▸ **TASK BRIEF**
Give the entries again exactly as they appear, but without the images.

▸ **TASK MATERIAL**
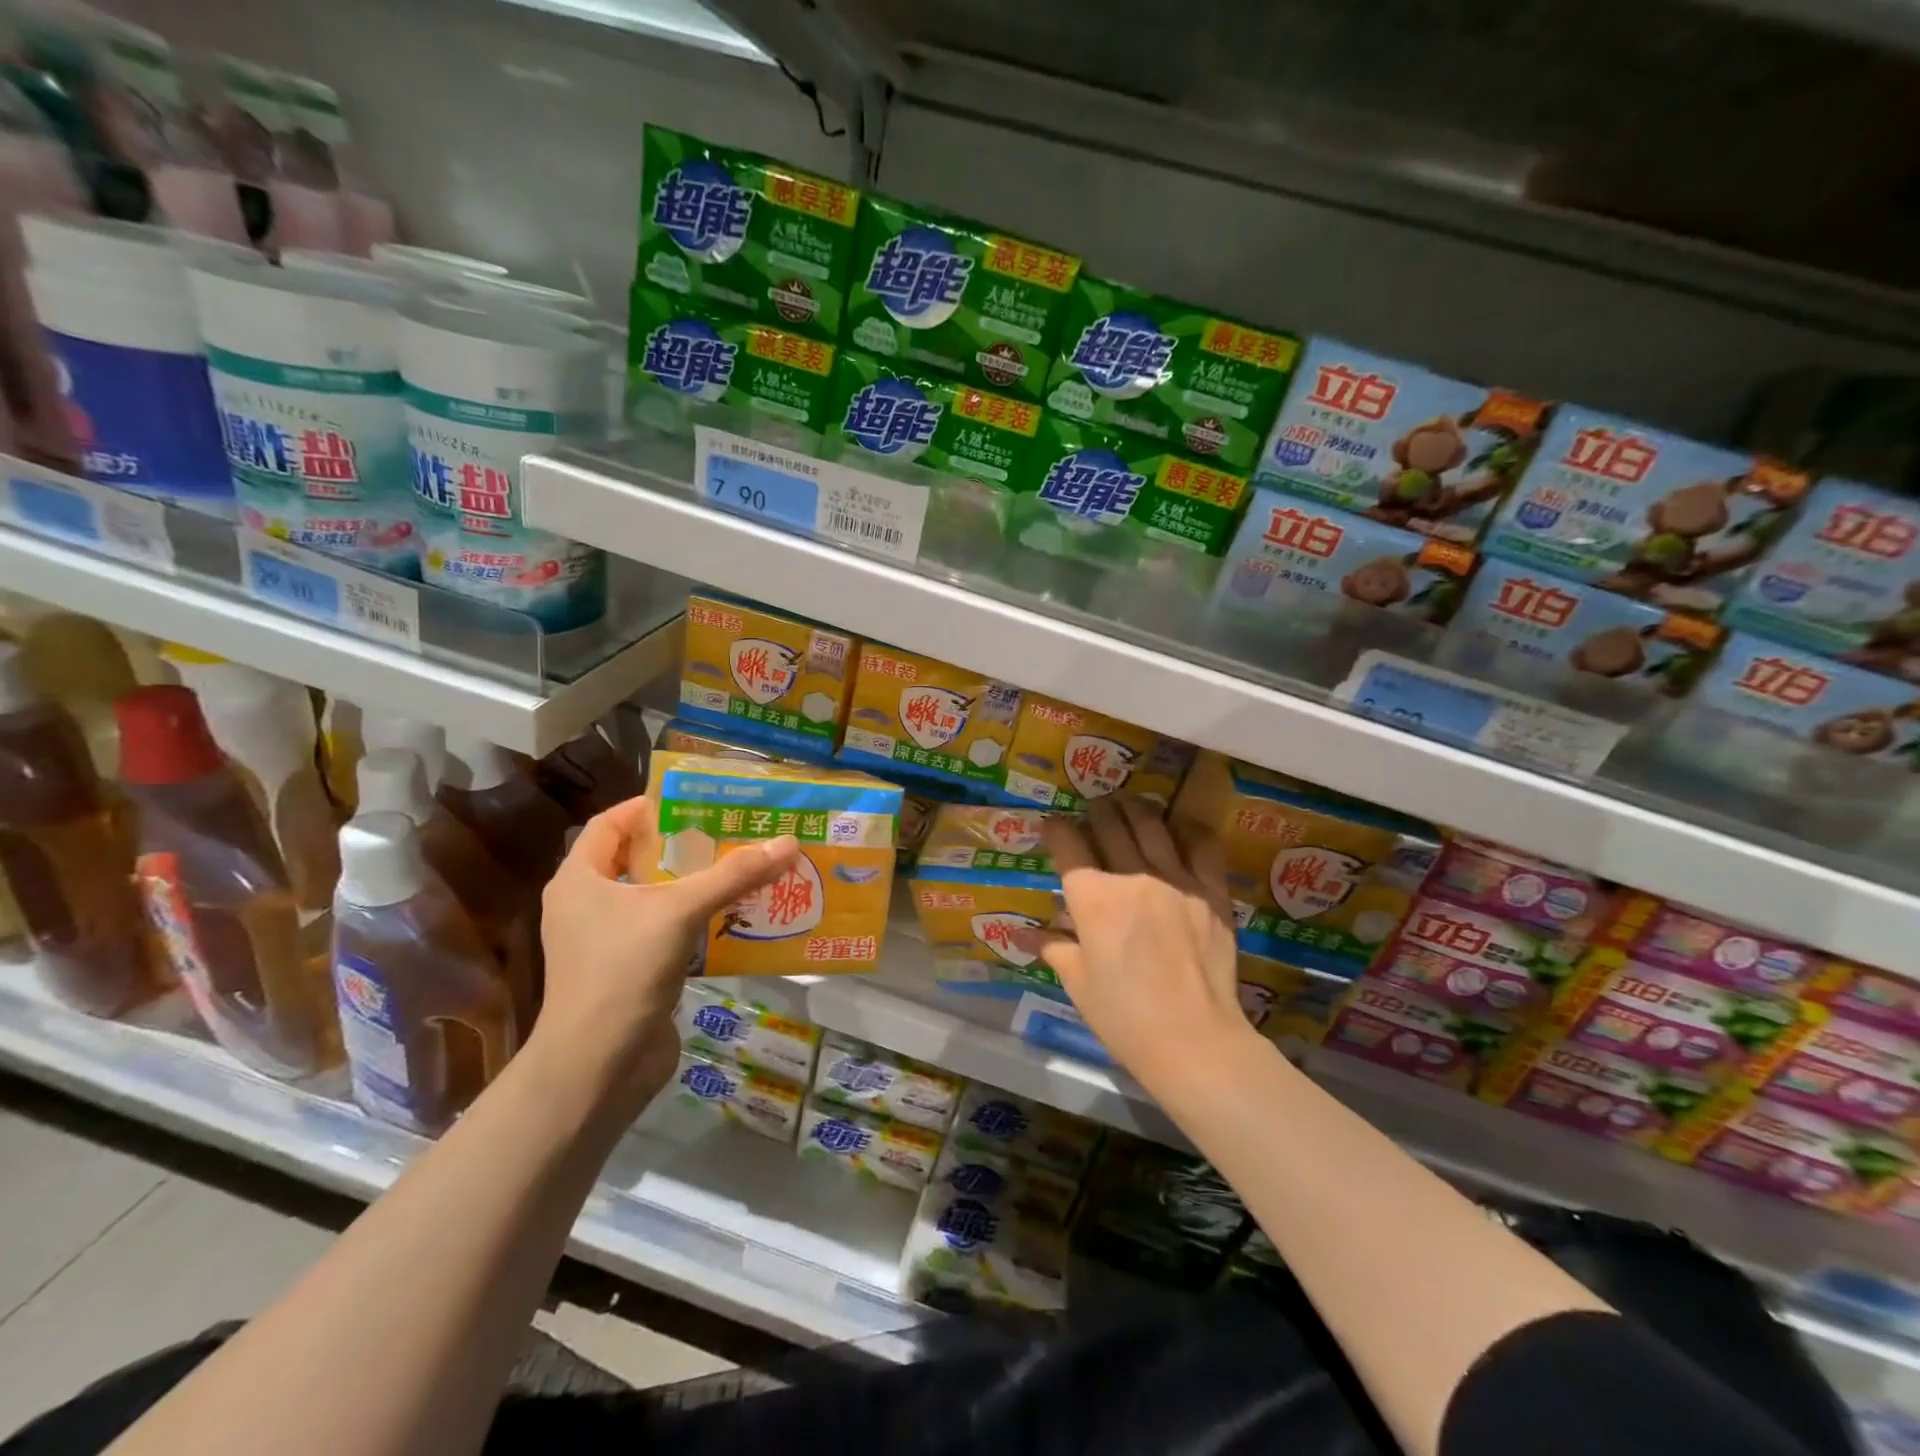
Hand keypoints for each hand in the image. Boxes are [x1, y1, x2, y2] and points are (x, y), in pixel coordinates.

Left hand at [532, 796, 798, 1103]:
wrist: (598, 1067)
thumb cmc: (623, 972)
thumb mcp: (680, 911)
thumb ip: (734, 875)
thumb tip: (788, 841)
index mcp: (579, 880)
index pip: (610, 824)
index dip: (649, 806)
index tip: (696, 800)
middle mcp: (587, 905)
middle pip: (637, 859)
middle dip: (684, 844)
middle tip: (731, 831)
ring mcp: (606, 942)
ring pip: (655, 898)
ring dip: (695, 884)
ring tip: (742, 868)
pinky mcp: (628, 972)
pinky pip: (665, 931)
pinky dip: (696, 920)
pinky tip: (734, 917)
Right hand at [1034, 798, 1251, 1096]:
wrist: (1193, 1041)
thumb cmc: (1124, 1017)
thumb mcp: (1078, 982)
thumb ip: (1052, 946)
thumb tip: (1020, 934)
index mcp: (1092, 898)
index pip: (1067, 843)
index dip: (1055, 829)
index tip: (1052, 827)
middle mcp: (1131, 876)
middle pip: (1108, 823)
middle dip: (1094, 811)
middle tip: (1091, 812)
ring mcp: (1176, 879)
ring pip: (1151, 824)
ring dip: (1133, 809)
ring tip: (1127, 806)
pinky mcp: (1211, 892)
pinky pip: (1202, 845)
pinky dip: (1187, 830)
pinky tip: (1179, 829)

▸ **RESULT**
Hand keypoints for each hand in the image. Boxes are [x1, y1, x2, y2] and points are (x, y), in pixel coordinates.

Left hand at [532, 796, 798, 1103]:
wrist: (598, 1067)
thumb cmc: (623, 972)
thumb mcp: (680, 911)
thumb ip: (734, 875)
thumb tip: (788, 841)
index mcp: (579, 880)
index pip: (610, 824)
index dip: (649, 806)
index tip: (696, 800)
middle mcp: (587, 905)
middle pip: (637, 859)
middle dip: (684, 844)
middle tip: (731, 831)
ring mcp: (606, 942)
ring pip: (655, 898)
ring dip: (695, 884)
ring tip: (742, 868)
pinky mcp: (628, 972)
pinky pip: (665, 931)
pinky dip: (696, 920)
pinky tip: (734, 917)
Right hand at [1034, 798, 1251, 1096]:
wrist: (1193, 1041)
thumb cmc: (1124, 1017)
thumb mcp: (1078, 982)
thumb ip: (1052, 946)
thumb tip: (1020, 934)
index mcp: (1092, 898)
index pip: (1067, 843)
index dip: (1055, 829)
index tip: (1052, 827)
middle mcp: (1131, 876)
middle pip: (1108, 823)
middle dip: (1094, 811)
middle tip: (1091, 812)
ring mcp: (1176, 879)
ring pip: (1151, 824)
ring dip: (1133, 809)
ring tip: (1127, 806)
pinky mcp: (1211, 892)
pinky pip: (1202, 845)
pinky dip: (1187, 830)
pinky tip: (1179, 829)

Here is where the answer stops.